Contxto – Crabi, a Mexican insurtech startup “humanizing the insurance industry,” recently raised US$1.3 million in a successful seed round. Stocked and loaded, now the platform intends to steadily scale operations.
In summary
We reached out to Redwood Ventures to find out more about this new deal, and here’s what they told us.
The AI-powered startup that predicts driver behavior raised its first series from various investors. Redwood Ventures set the terms for the investment, though it was led by an undisclosed Family Office. The renowned accelerator, 500 Startups Latam, and other individual angel investors also contributed.

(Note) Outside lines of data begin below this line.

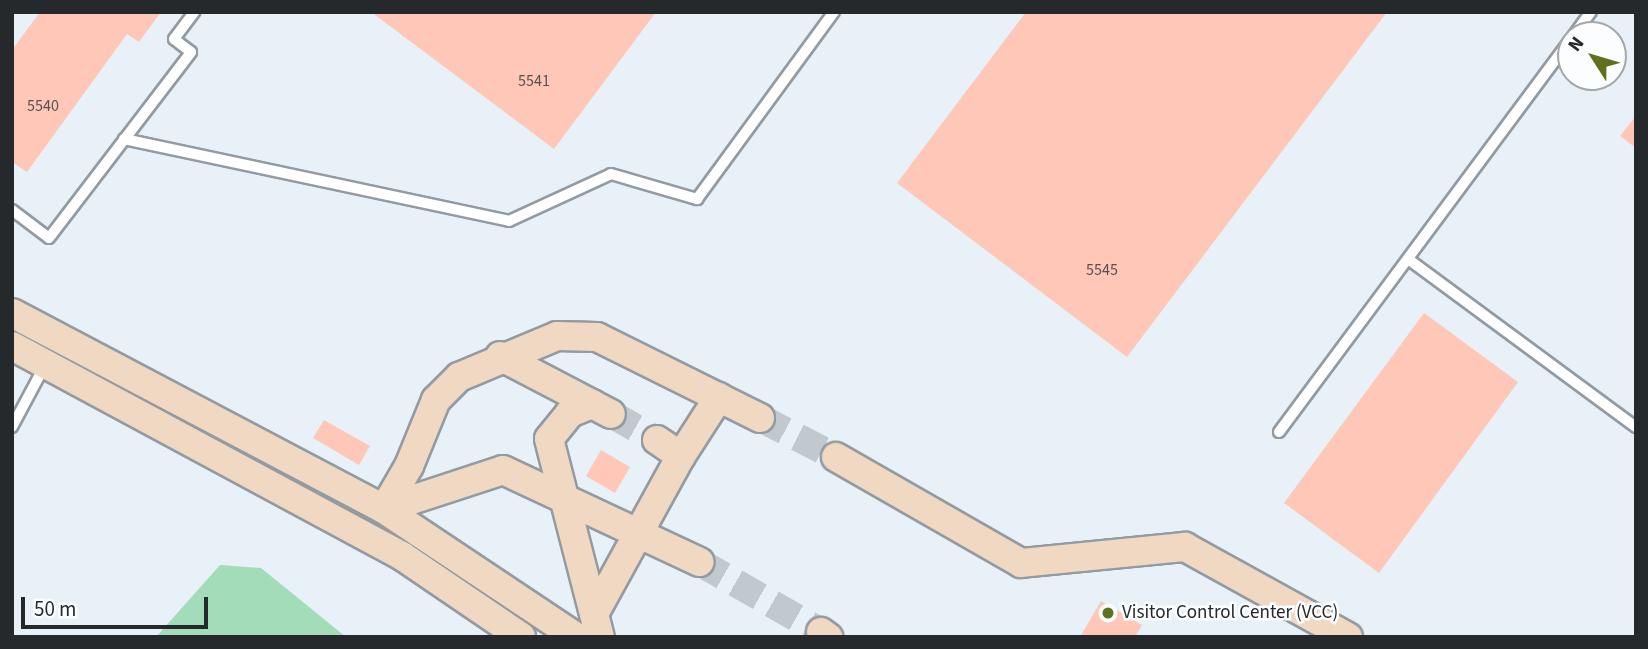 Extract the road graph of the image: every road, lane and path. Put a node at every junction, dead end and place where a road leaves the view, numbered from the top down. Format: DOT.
graph roads {
  1 [pos="194,12"];
  2 [pos="834,12"];
  3 [pos="1557,59"];
  4 [pos="124,139"];
  5 [pos="12,209"];
  6 [pos="1408,259"];
  7 [pos="12,313"];
  8 [pos="12,346"];
  9 [pos="500,356"];
  10 [pos="46,363"];
  11 [pos="719,397"];
  12 [pos="760,418"];
  13 [pos="12,427"];
  14 [pos="1636,427"];
  15 [pos="1279,432"];
  16 [pos="657,440"];
  17 [pos="681,456"];
  18 [pos="836,457"];
  19 [pos="565,499"];
  20 [pos="384,509"];
  21 [pos="638,533"];
  22 [pos="699,562"];
  23 [pos="597,625"];
  24 [pos="521,637"];
  25 [pos="576,637"];
  26 [pos="1348,637"];
  1 -- 4 [label="lane"];
  2 -- 4 [label="lane"];
  3 -- 6 [label="lane"];
  4 -- 5 [label="lane"];
  6 -- 14 [label="lane"];
  6 -- 15 [label="lane"];
  7 -- 20 [label="street"];
  8 -- 10 [label="street"];
  9 -- 11 [label="street"];
  9 -- 19 [label="street"];
  9 -- 20 [label="street"];
  10 -- 13 [label="lane"];
  10 -- 24 [label="street"];
  11 -- 12 [label="street"];
  11 -- 17 [label="street"];
  16 -- 17 [label="street"];
  17 -- 21 [label="street"];
  18 -- 26 [label="street"];
  19 -- 20 [label="street"];
  19 -- 21 [label="street"];
  19 -- 23 [label="street"];
  20 -- 25 [label="street"];
  21 -- 22 [label="street"];
  21 -- 23 [label="street"];
} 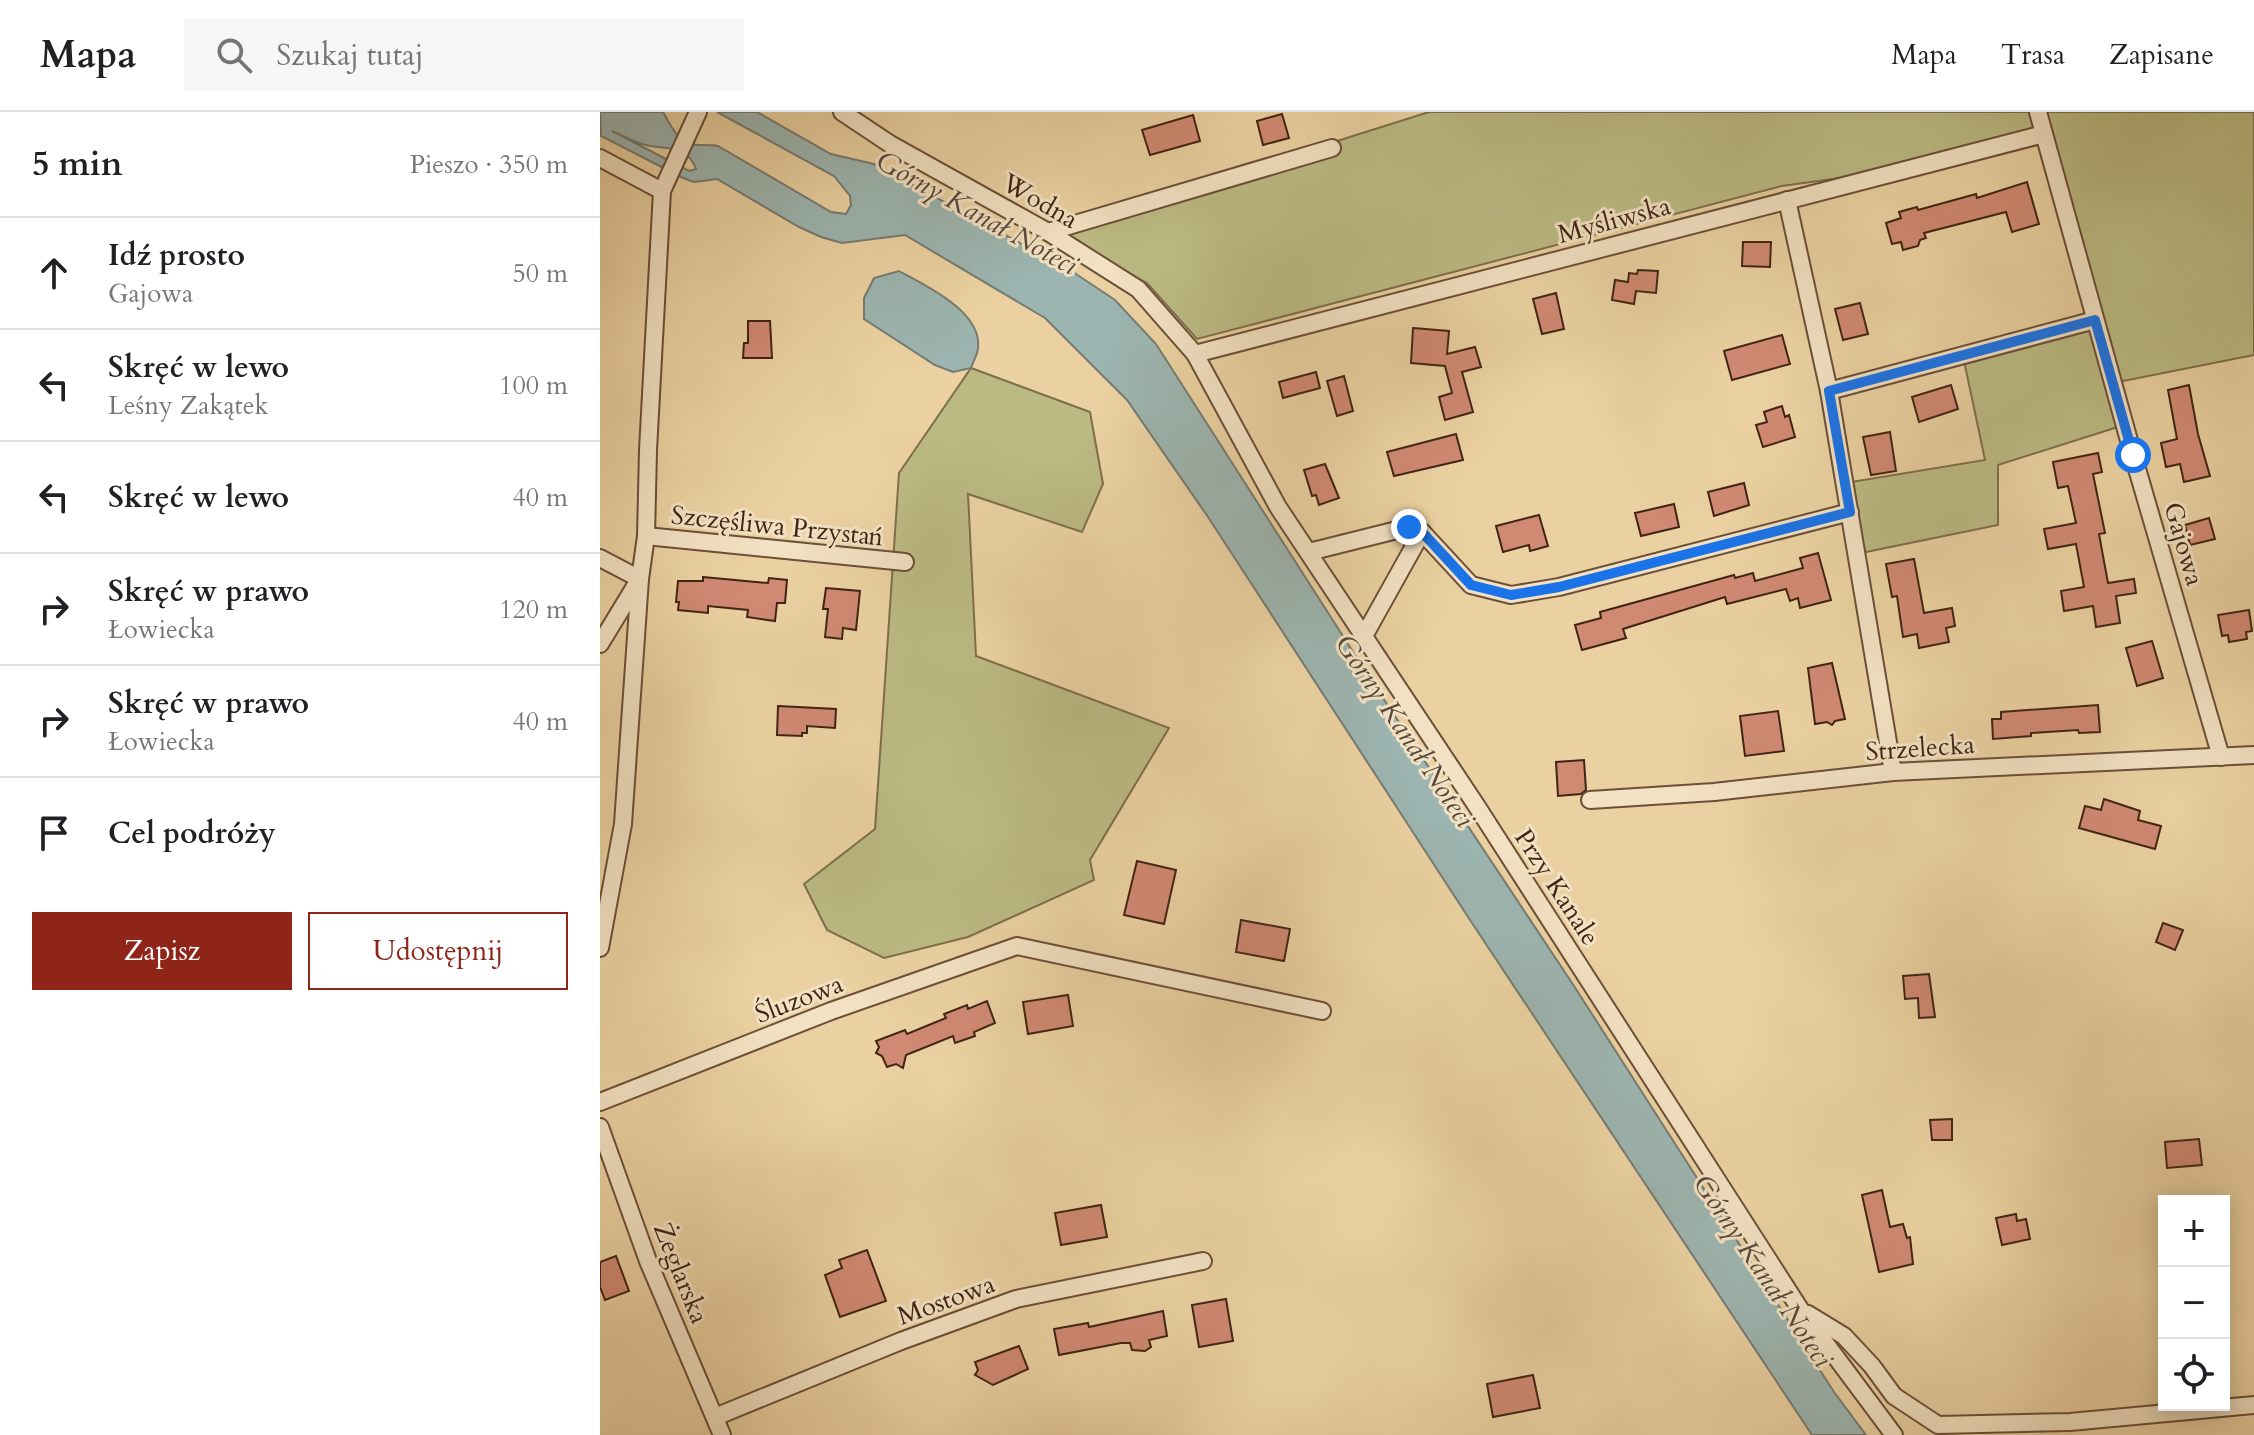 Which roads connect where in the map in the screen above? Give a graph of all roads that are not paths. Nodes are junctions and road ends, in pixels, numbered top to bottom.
1 (698, 112) edge
2 (842, 112) edge
3 (2038, 112) edge
4 (2044, 134) junction
5 (1332, 148) dead end
6 (600, 158) edge
7 (662, 191) junction
8 (1787, 200) junction
9 (1048, 232) junction
10 (2095, 320) junction
11 (1195, 354) junction
12 (1829, 391) junction
13 (1850, 512) junction
14 (1422, 532) junction
15 (646, 536) junction
16 (1309, 552) junction
17 (600, 558) edge
18 (905, 562) dead end
19 (640, 579) junction
20 (1364, 636) junction
21 (600, 644) edge
22 (2254, 755) edge
23 (2221, 757) junction
24 (1893, 772) junction
25 (1590, 800) dead end
26 (600, 948) edge
27 (1322, 1011) dead end
28 (600, 1102) edge
29 (600, 1127) edge
30 (1203, 1261) dead end
31 (1800, 1309) junction
32 (2254, 1405) edge
33 (715, 1417) junction
34 (722, 1435) edge
35 (1894, 1435) edge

“We are confident that Crabi will be the leader in digital innovation in car insurance in Mexico and the world. This industry is ready for a change and we are excited to invest in a team that has the experience, vision and drive to offer best results. We hope to grow together with Crabi and help them expand their presence in Mexico,” said Ian Paul Otero, General Partner of Guadalajara’s fund, Redwood Ventures.
In-depth
With its “Fair Drive” model, Crabi is leaping into the digital era with its transparent and personalized auto insurance plans based on one’s driving records. Its mobile application also integrates contracts without intermediaries or direct communication.
What makes the company really stand out is how it rewards responsible drivers with better rates, allowing them to benefit from responsible driving habits. This is achieved through sensor readings and data interpretation from Machine Learning.
Recently, the National Insurance and Bonding Commission authorized Crabi to operate as an insurance institution for automobile damage claims. Based on this, the company will also start issuing 100 percent digital policies during the second quarter of 2019.
This round represents Redwood’s sixth investment to date. At the same time, it’s the fund’s third fintech-related investment.
Conclusion
Insurtech is certainly becoming a worldwide trend and increasingly more prosperous. Although industry startups saw a 37 percent spike in funding from 2014 to 2017 globally, Latin America’s ecosystem is once again lagging behind.
Not for long, though. Similar to what’s happening with traditional banking and challenger banks, the insurance industry will inevitably go through some drastic changes. Slowly but surely.
Old school insurance companies may not disappear overnight, but they will surely merge services and partner to decrease costs as well as increase efficiency. Based on the competition from tech companies satisfying customers more easily and effectively, revisions will be necessary.